[AE.Personal] Mobile machinations.
Author's Note: I wrote this yesterday, got it formatted and ready to send out, and then apparently neglected to hit the confirm button when I tried to send it out, before going downstairs for dinner... leading to it being the first thing I saw when I woke my office computer up this morning. Oops! Today's mailbag entry is still forthcoming.
I am writing this newsletter on my phone as a test of how well I can do that, as my computer is occupied with a task that does not require my input or attention for the next thirty minutes or so.
I'm doing this because I have recently become aware of how many things that had become daunting to the point of seeming impossibility are working again, and I used to do quite a bit of writing like this, albeit with a physical keyboard.
The relative slowness and difficulty of using a swipe/touch keyboard compared to a physical one for me -- a very proficient touch-typist -- has left me feeling frustrated with my efforts to write on a phone ever since the ones with built-in thumb boards became passé, but after my newsletter yesterday where I wrote about how ADHD meds have changed the things I previously found to be helpful adaptations into cumbersome affectations, I found myself thinking about the reverse, as well.
That is, I wondered about which lifehacks and productivity tools and focus tricks I had written off as unworkable for me might now be within my reach?
I decided to try writing on my phone after reflecting that a good test of whether the barrier might have been neurochemical more than practical is if I could Do The Thing just fine when I had a bee in my bonnet about something, but found it imposing to the point of impossibility otherwise.
And while I have not been able to pick up my phone and string together my thoughts or a story since giving up on using the rare specialty phones that give physical keys, I have always been able to write Twitter threads on whatever on-screen touch boards were available, should a mood move me sufficiently.
So, I'm writing this on my phone to see how it goes.
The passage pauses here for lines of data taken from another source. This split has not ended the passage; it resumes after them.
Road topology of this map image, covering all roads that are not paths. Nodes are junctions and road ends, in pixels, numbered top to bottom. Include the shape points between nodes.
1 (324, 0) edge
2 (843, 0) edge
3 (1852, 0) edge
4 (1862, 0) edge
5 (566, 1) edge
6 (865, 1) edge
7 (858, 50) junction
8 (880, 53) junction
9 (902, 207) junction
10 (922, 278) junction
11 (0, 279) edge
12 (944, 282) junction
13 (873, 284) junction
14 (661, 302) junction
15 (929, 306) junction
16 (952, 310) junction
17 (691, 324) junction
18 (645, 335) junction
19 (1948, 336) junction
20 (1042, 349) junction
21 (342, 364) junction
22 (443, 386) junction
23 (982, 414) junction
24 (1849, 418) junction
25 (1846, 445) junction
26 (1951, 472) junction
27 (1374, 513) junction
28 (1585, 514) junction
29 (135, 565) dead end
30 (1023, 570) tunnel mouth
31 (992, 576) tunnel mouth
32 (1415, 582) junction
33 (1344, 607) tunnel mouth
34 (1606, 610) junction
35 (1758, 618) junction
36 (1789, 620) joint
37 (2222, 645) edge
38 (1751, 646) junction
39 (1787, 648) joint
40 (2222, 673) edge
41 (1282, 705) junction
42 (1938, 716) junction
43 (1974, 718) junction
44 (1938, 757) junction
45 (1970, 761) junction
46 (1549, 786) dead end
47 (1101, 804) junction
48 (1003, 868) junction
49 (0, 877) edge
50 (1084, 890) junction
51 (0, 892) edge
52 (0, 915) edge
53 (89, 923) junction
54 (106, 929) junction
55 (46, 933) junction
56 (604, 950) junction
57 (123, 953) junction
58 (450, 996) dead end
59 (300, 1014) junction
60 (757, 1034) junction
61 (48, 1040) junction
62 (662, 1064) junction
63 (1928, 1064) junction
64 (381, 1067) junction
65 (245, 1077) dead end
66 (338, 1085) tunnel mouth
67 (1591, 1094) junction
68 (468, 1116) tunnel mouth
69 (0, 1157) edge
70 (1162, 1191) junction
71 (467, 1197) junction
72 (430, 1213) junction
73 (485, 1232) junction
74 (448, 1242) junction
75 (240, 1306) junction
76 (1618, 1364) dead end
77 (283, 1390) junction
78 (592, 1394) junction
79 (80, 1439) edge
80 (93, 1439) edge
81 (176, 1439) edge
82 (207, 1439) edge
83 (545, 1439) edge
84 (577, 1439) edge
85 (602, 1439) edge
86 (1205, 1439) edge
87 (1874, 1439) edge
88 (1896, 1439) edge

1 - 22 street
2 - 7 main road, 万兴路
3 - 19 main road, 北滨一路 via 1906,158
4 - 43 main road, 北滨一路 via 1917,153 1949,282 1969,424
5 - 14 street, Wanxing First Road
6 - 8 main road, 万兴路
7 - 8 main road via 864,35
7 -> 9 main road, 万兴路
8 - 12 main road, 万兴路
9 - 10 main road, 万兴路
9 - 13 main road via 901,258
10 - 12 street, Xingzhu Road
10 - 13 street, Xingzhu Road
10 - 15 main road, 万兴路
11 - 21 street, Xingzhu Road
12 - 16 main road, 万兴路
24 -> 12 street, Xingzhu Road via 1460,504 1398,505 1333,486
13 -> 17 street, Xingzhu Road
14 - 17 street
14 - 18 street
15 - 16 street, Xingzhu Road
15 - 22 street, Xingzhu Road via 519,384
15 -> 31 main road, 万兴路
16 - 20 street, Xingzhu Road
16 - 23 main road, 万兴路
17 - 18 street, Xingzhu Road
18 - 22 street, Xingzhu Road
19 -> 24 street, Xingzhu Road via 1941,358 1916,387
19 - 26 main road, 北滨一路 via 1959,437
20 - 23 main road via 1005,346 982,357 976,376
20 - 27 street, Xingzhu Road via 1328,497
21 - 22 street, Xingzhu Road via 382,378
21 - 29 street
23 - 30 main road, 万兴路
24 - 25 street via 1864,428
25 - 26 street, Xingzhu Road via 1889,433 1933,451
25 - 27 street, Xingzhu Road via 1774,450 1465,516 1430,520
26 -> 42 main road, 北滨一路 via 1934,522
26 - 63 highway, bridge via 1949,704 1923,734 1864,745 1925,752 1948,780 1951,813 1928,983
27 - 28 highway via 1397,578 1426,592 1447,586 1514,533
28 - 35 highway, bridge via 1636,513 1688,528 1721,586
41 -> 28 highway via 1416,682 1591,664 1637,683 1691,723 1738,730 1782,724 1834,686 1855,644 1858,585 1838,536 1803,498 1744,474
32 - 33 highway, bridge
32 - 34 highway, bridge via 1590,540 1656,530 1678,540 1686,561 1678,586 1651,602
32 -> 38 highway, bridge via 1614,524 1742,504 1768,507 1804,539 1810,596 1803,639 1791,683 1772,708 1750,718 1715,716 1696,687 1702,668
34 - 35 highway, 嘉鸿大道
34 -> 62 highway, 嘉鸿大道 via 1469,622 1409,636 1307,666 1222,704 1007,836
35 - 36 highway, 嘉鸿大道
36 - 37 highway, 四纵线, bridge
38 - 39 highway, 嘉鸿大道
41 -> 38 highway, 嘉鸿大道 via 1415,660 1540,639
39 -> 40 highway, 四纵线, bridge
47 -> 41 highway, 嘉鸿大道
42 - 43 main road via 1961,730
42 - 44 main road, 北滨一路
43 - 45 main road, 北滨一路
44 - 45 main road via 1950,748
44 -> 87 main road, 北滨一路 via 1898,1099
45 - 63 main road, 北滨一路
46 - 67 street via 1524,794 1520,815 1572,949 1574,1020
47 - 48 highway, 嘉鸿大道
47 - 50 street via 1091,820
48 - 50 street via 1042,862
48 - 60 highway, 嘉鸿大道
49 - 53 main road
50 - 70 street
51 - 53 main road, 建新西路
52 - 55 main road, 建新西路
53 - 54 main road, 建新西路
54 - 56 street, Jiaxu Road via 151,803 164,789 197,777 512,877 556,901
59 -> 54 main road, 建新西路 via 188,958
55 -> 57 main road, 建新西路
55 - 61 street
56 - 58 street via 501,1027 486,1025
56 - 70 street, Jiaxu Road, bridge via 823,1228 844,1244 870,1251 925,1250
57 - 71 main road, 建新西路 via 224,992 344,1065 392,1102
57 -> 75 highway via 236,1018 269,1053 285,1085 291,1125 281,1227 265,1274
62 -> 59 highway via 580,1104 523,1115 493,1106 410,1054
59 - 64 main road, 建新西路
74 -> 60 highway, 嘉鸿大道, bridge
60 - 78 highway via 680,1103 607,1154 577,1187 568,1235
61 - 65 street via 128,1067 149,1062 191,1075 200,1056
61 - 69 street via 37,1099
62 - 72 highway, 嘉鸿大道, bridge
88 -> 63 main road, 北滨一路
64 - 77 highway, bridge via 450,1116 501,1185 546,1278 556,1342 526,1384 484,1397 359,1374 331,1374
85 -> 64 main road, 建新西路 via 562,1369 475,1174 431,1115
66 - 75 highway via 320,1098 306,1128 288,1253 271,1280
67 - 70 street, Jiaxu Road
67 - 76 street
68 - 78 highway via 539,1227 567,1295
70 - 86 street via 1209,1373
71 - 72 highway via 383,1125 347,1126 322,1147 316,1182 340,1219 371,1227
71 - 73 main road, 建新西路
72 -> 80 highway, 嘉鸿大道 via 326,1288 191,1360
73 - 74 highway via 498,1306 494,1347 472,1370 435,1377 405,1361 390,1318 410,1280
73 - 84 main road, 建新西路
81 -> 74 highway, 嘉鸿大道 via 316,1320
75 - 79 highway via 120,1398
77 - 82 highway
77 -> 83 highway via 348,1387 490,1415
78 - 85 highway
And if it goes well -- which, honestly, I think I might be reaching the extent of the experiment as I am about 300 words in and I can't imagine I'll have much more to say on the subject of how and why I am writing on my phone -- then I might try working on a story or some other larger prose piece.
And if the goes well, and it goes well in a way that is sustainable past the point of mere novelty, then that could be a game changer for me. I have never been a more prolific writer than I was in the days when my phones were self-contained, internet-connected word processors. All the time and money I have sunk into investigating ultracompact mobile computing solutions, all the energy I spend balancing a lapdesk and laptop when I'm sitting in the living room.... I have never found anything nearly as easy or seamless as just popping out my phone and opening a doc that's sitting on the cloud somewhere, that I can flit between writing on my phone and at my computer without having to think about it or do any kind of set-up or start-up routine each time.
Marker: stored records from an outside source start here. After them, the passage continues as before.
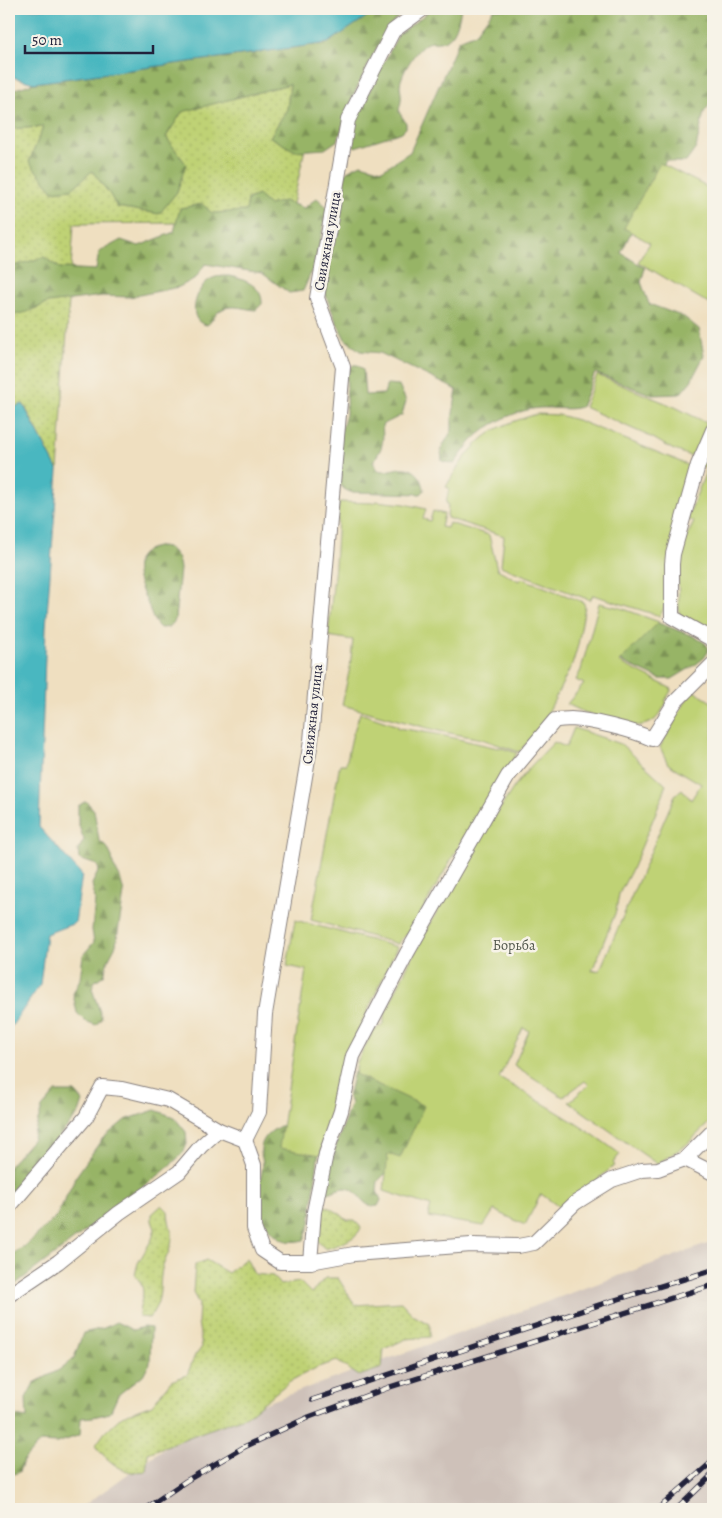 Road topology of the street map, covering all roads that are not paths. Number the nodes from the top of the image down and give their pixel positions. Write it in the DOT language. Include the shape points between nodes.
graph roads {
  1 [pos="423,9"];
  2 [pos="713,430"];
  3 [pos="713,640"];
  4 [pos="713,664"];
  5 [pos="219,1130"];
  6 [pos="713,1131"];
  7 [pos="245,1140"];
  8 [pos="685,1159"];
  9 [pos="713,1173"];
  10 [pos="9,1206"];
  11 [pos="310,1262"];
  12 [pos="9,1295"];
  1 -- 7 [label="street, Свияжная улица" via="394,32 348,120 317,298 342,367 312,724 265,1014 259,1112"];
  2 -- 3 [label="street" via="698,465 672,564 672,618"];
  4 -- 11 [label="street" via="675,702 652,739 595,723 555,720 508,776 353,1056 341,1111 326,1154 316,1202"];
  5 -- 7 [label="street"];
  5 -- 10 [label="street" via="168,1100 102,1087 86,1117"];
  5 -- 12 [label="street" via="179,1172"];
  6 -- 8 [label="street"];
  7 -- 11 [label="street" via="254,1165 254,1228 262,1250 280,1262"];
  8 -- 9 [label="street"];
  8 -- 11 [label="street" via="612,1180 575,1203 534,1243 354,1254"];
}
On that note, though, I think it's time to pause the experiment for now... as of this paragraph, which takes me past the 500 word mark, I have switched back to my computer.
See, one thing about my current phone is that it's one I got after I decided to give up on writing on my phone as a phone to focus on mobile computing, so I prioritized processing power for desktop emulation. Which is to say, this is not the lightest phone I've ever owned. It's not the heaviest, but it's not the lightest. It's not uncomfortably heavy most of the time, but I'm only a few days out from an arm injury and while the pain has almost entirely subsided, everything I do with it costs me more spoons right now.
I think when I'm next looking at phones, my criteria will reflect a different blend of priorities. In the meantime, I do have a more lightweight device about the size and shape of a phone and with most of the capabilities of one, bar the "phone" part... my Android-powered music player is essentially a phone without a SIM card. I'm not going to break it out right this minute as I can feel that I took my arm strength right up to its limit, but I may well incorporate it into my writing to see if it's more comfortable, over a longer period of time, than my actual phone-phone.